REQUIREMENT:
Output all of the data below without changing a word, and exclude the pictures.

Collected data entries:
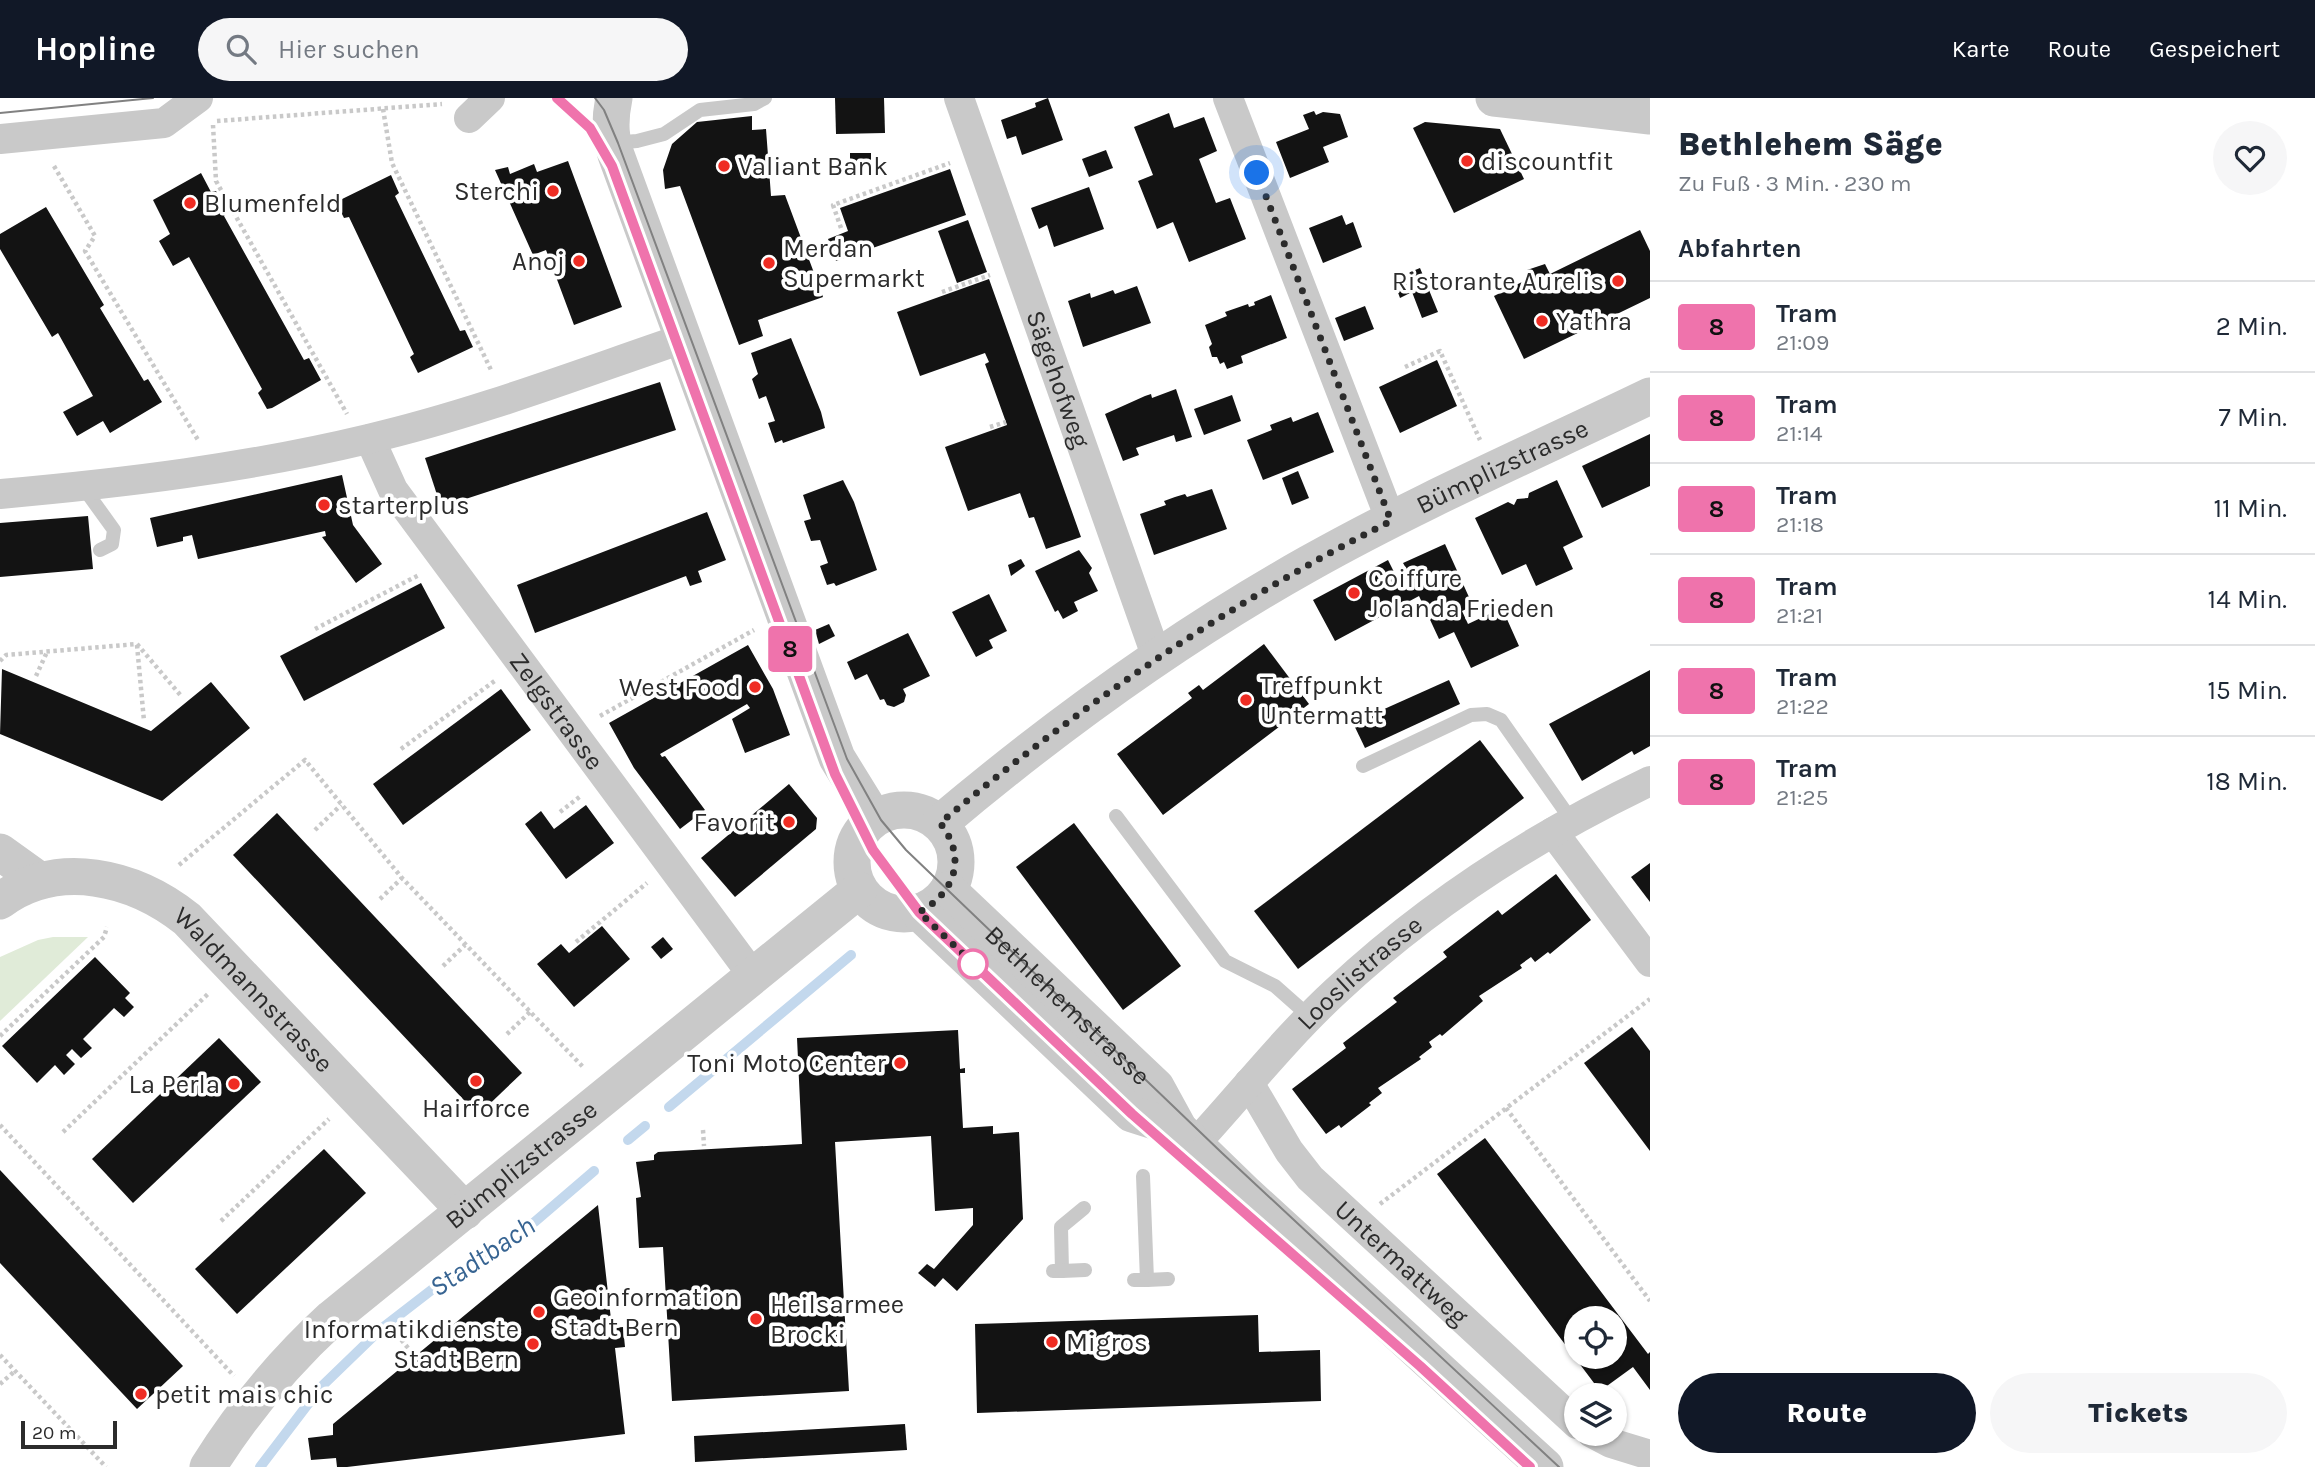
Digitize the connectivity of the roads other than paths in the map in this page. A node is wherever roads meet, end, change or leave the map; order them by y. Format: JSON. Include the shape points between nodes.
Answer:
{"nodes":[{"id":1,"x":614,"y":98,"type":"edge"},
{"id":2,"x":765,"y":98,"type":"edge"},
{"id":3,"x":959,"y":98,"type":"edge"},
{"id":4,"x":1228,"y":98,"type":"edge"},
{"id":5,"x":1494,"y":98,"type":"edge"},
{"id":6,"x":206,"y":110,"type":"edge"},
{"id":7,"x":1650,"y":116,"type":"edge"},
{"id":8,"x":0,"y":139,"type":"edge"},
{"id":9,"x":611,"y":143,"type":"junction"},
{"id":10,"x":682,"y":339,"type":"junction"},
{"id":11,"x":1650,"y":396,"type":"edge"},
{"id":12,"x":360,"y":430,"type":"junction"},
{"id":13,"x":83,"y":486,"type":"junction"},
{"id":14,"x":0,"y":494,"type":"edge"},
{"id":15,"x":1391,"y":521,"type":"junction"},
{"id":16,"x":100,"y":550,"type":"dead end"},
{"id":17,"x":1157,"y":658,"type":"junction"},
{"id":18,"x":1363,"y":765,"type":"dead end"},
{"id":19,"x":1650,"y":781,"type":"edge"},
{"id":20,"x":1116,"y":816,"type":"dead end"},
{"id":21,"x":874,"y":818,"type":"junction"},
{"id":22,"x":940,"y":823,"type":"junction"},
{"id":23,"x":1562,"y":827,"type":"junction"},
{"id":24,"x":0,"y":852,"type":"edge"},
{"id":25,"x":39,"y":880,"type":"junction"},
{"id":26,"x":859,"y":890,"type":"junction"},
{"id":27,"x":948,"y":890,"type":"junction"},
{"id":28,"x":0,"y":901,"type":"edge"},
{"id":29,"x":919,"y":912,"type":"junction"},
{"id":30,"x":1650,"y":962,"type":"edge"},
{"id":31,"x":754,"y":977,"type":"junction"},
{"id":32,"x":1310,"y":1017,"type":"junction"},
{"id":33,"x":1249,"y":1083,"type":"junction"},
{"id":34,"x":1187,"y":1137,"type":"junction"},
{"id":35,"x":1143,"y":1176,"type":"dead end"},
{"id":36,"x":1084,"y":1208,"type":"dead end"},
{"id":37,"x":465,"y":1211,"type":"junction"},
{"id":38,"x":1085,"y":1270,"type":"dead end"},
{"id":39,"x":1168,"y":1279,"type":"dead end"},
{"id":40,"x":1564,"y":1411,"type":"edge"},
{"id":41,"x":1621,"y":1446,"type":"edge"},
{"id":42,"x":1650,"y":1455,"type":"edge"},
{"id":43,"x":208,"y":1467,"type":"edge"},
{"id":44,"x":1545,"y":1467,"type":"edge"}],
"edges":[{"from":1,"to":9,"type":"street"},
{"from":2,"to":9,"type":"lane","via":[[754,104],[700,110],[664,134]]},
{"from":3,"to":17,"type":"street","name":"Sägehofweg"},
{"from":4,"to":15,"type":"street"},
{"from":5,"to":7,"type":"street"},
{"from":6,"to":8,"type":"street","via":[[164,123]]},
{"from":9,"to":10,"type":"street"},
{"from":10,"to":12,"type":"street","via":[[510,398]]},
{"from":10,"to":21,"type":"street","via":[[837,758]]},
{"from":11,"to":15,"type":"street","name":"Bümplizstrasse"},
{"from":12,"to":13,"type":"street","via":[[236,466]]},
{"from":12,"to":31,"type":"street","name":"Zelgstrasse","via":[[393,490]]},
{"from":13,"to":14,"type":"street"},
{"from":13,"to":16,"type":"lane","via":[[114,530],[112,544]]},
{"from":15,"to":17,"type":"street","name":"Bümplizstrasse","via":[[1268,587]]},
{"from":17,"to":22,"type":"street","name":"Bümplizstrasse","via":[[1061,724]]},
{"from":18,"to":23,"type":"lane","via":[[1471,715],[1487,714],[1505,724]]},
{"from":19,"to":23,"type":"street","name":"Looslistrasse"},
{"from":20,"to":32,"type":"lane","via":[[1225,961],[1275,986]]},
{"from":21,"to":22,"type":"street","via":[[900,809],[928,815]]},
{"from":21,"to":26,"type":"street","via":[[862,829],[852,851]]},
{"from":22,"to":27,"type":"street","via":[[949,834],[956,860]]},
{"from":23,"to":30,"type":"street"},
{"from":23,"to":32,"type":"street","name":"Looslistrasse","via":[[1487,870],[1430,912]]},
{"from":24,"to":25,"type":"street"},
{"from":25,"to":28,"type":"street"},
{"from":25,"to":37,"type":"street","name":"Waldmannstrasse","via":[[67,875],[95,878],[137,889],[173,907]]},
{"from":26,"to":29,"type":"street","via":[[893,913]]},
{"from":26,"to":31,"type":"street","name":"Bümplizstrasse"},
{"from":27,"to":29,"type":"street"},
{"from":27,"to":34,"type":"street","name":"Bethlehemstrasse","via":[[1156,1087]]},
{"from":29,"to":34,"type":"street","name":"Bethlehemstrasse","via":[[1132,1114]]},
{"from":31,"to":37,"type":"street","name":"Bümplizstrasse"},
{"from":32,"to":33,"type":"street","name":"Looslistrasse"},
{"from":33,"to":34,"type":"street","name":"Looslistrasse"},
{"from":33,"to":40,"type":"street","name":"Untermattweg","via":[[1310,1178]]},
{"from":34,"to":44,"type":"street","name":"Bethlehemstrasse"},
{"from":35,"to":39,"type":"lane","via":[[1140,1280]]},
{"from":36,"to":38,"type":"lane","via":[[1061,1227],[1057,1271]]},
{"from":37,"to":43,"type":"street","name":"Bümplizstrasse","via":[[306,1341],[252,1401]]},
{"from":41,"to":42,"type":"street"}]}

EXERCISE SOLUTION:
Digitize the connectivity of the roads other than paths in the map in this page. A node is wherever roads meet, end, change or leave the map; order them by y. Format: JSON. Include the shape points between nodes.
Answer:
{"nodes":[{"id":1,"x":614,"y":98,"type":"edge"},
{"id":2,"x":765,"y":98,"type":"edge"},
{"id":3,"x":959,"y":98,"type":"edge"},
{"id":4,"x":1228,"y":98,"type":"edge"},
{"id":5,"x":1494,"y":98,"type":"edge"},
{"id":6,"x":206,"y":110,"type":"edge"},
{"id":7,"x":1650,"y":116,"type":"edge"},
{"id":8,"x":0,"y":139,"type":"edge"},
{"id":9,"x":611,"y":143,"type":"junction"},
{"id":10,"x":682,"y":339,"type":"junction"},
{"id":11,"x":1650,"y":396,"type":"edge"},
{"id":12,"x":360,"y":430,"type":"junction"},
{"id":13,"x":83,"y":486,"type":"junction"},
{"id":14,"x":0,"y":494,"type":"edge"},
{"id":15,"x":1391,"y":521,"type":"junction"},
{"id":16,"x":100,"y":550,"type":"dead end"},
{"id":17,"x":1157,"y":658,"type":"junction"},
{"id":18,"x":1363,"y":765,"type":"dead end"},
{"id":19,"x":1650,"y":781,"type":"edge"},
{"id":20,"x":1116,"y":816,"type":"dead end"},
{"id":21,"x":874,"y":818,"type":"junction"},
{"id":22,"x":940,"y":823,"type":"junction"},
{"id":23,"x":1562,"y":827,"type":"junction"},
{"id":24,"x":0,"y":852,"type":"edge"},
{"id":25,"x":39,"y":880,"type":"junction"},
{"id":26,"x":859,"y":890,"type":"junction"},
{"id":27,"x":948,"y":890,"type":"junction"},
{"id":28,"x":0,"y":901,"type":"edge"},
{"id":29,"x":919,"y":912,"type":"junction"},
{"id":30,"x":1650,"y":962,"type":"edge"},
{"id":31,"x":754,"y":977,"type":"junction"},
{"id":32,"x":1310,"y":1017,"type":"junction"},
{"id":33,"x":1249,"y":1083,"type":"junction"},
{"id":34,"x":1187,"y":1137,"type":"junction"},
{"id":35,"x":1143,"y":1176,"type":"dead end"},
{"id":36,"x":1084,"y":1208,"type":"dead end"},
{"id":37,"x":465,"y":1211,"type":"junction"},
{"id":38,"x":1085,"y":1270,"type":"dead end"},
{"id":39,"x":1168,"y":1279,"type":"dead end"},
{"id":40,"x":1564,"y":1411,"type":"edge"},
{"id":41,"x":1621,"y":1446,"type":"edge"},
{"id":42,"x":1650,"y":1455,"type":"edge"},
{"id":43,"x":208,"y":1467,"type":"edge"},
{"id":44,"x":1545,"y":1467,"type":"edge"}],
"edges":[{"from":1,"to":9,"type":"street"},
{"from":2,"to":9,"type":"lane","via":[[754,104],[700,110],[664,134]]},
{"from":3,"to":17,"type":"street","name":"Sägehofweg"},
{"from":4,"to":15,"type":"street"},
{"from":5,"to":7,"type":"street"},
{"from":6,"to":8,"type":"street","via":[[164,123]]},
{"from":9,"to":10,"type":"street"},
{"from":10,"to":12,"type":"street","via":[[510,398]]},
{"from":10,"to":21,"type":"street","via":[[837,758]]},
{"from":11,"to":15,"type":"street","name":"Bümplizstrasse"},
{"from":12,"to":13,"type":"street","via":[[236,466]]},
{"from":12,"to":31,"type":"street","name":"Zelgstrasse","via":[[393,490]]},
{"from":13,"to":14,"type":"street"},
{"from":13,"to":16,"type":"lane","via":[[114,530],[112,544]]},
{"from":15,"to":17,"type":"street","name":"Bümplizstrasse","via":[[1268,587]]},
{"from":17,"to":22,"type":"street","name":"Bümplizstrasse","via":[[1061,724]]},
{"from":18,"to":23,"type":"lane","via":[[1471,715],[1487,714],[1505,724]]},
{"from":19,"to":23,"type":"street","name":"Looslistrasse"},
{"from":20,"to":32,"type":"lane","via":[[1225,961],[1275,986]]},
{"from":21,"to":22,"type":"street","via":[[900,809],[928,815]]},
{"from":21,"to":26,"type":"street","via":[[862,829],[852,851]]},
{"from":22,"to":27,"type":"street","via":[[949,834],[956,860]]},
{"from":23,"to":30,"type":"street"},
{"from":23,"to":32,"type":"street","name":"Looslistrasse","via":[[1487,870],[1430,912]]},
{"from":24,"to":25,"type":"street"},
{"from":25,"to":28,"type":"street"},
{"from":25,"to":37,"type":"street","name":"Waldmannstrasse","via":[[67,875],[95,878],[137,889],[173,907]]},
{"from":26,"to":29,"type":"street","via":[[893,913]]},
{"from":26,"to":31,"type":"street","name":"Bümplizstrasse"},
{"from":27,"to":29,"type":"street"},
{"from":27,"to":34,"type":"street","name":"Bethlehemstrasse","via":[[1156,1087]]},
{"from":29,"to":34,"type":"street","name":"Bethlehemstrasse","via":[[1132,1114]]},
{"from":31,"to":37,"type":"street","name":"Bümplizstrasse"},
{"from":32,"to":33,"type":"street","name":"Looslistrasse"},
{"from":33,"to":34,"type":"street","name":"Looslistrasse"},
{"from":33,"to":40,"type":"street","name":"Untermattweg","via":[[1310,1178]]},
{"from":34,"to":44,"type":"street","name":"Bethlehemstrasse"},
{"from":35,"to":39,"type":"lane","via":[[1140,1280]]},
{"from":36,"to":38,"type":"lane","via":[[1061,1227],[1057,1271]]},
{"from":37,"to":43,"type":"street","name":"Bümplizstrasse","via":[[306,1341],[252,1401]]},
{"from":41,"to":42,"type":"street"}]}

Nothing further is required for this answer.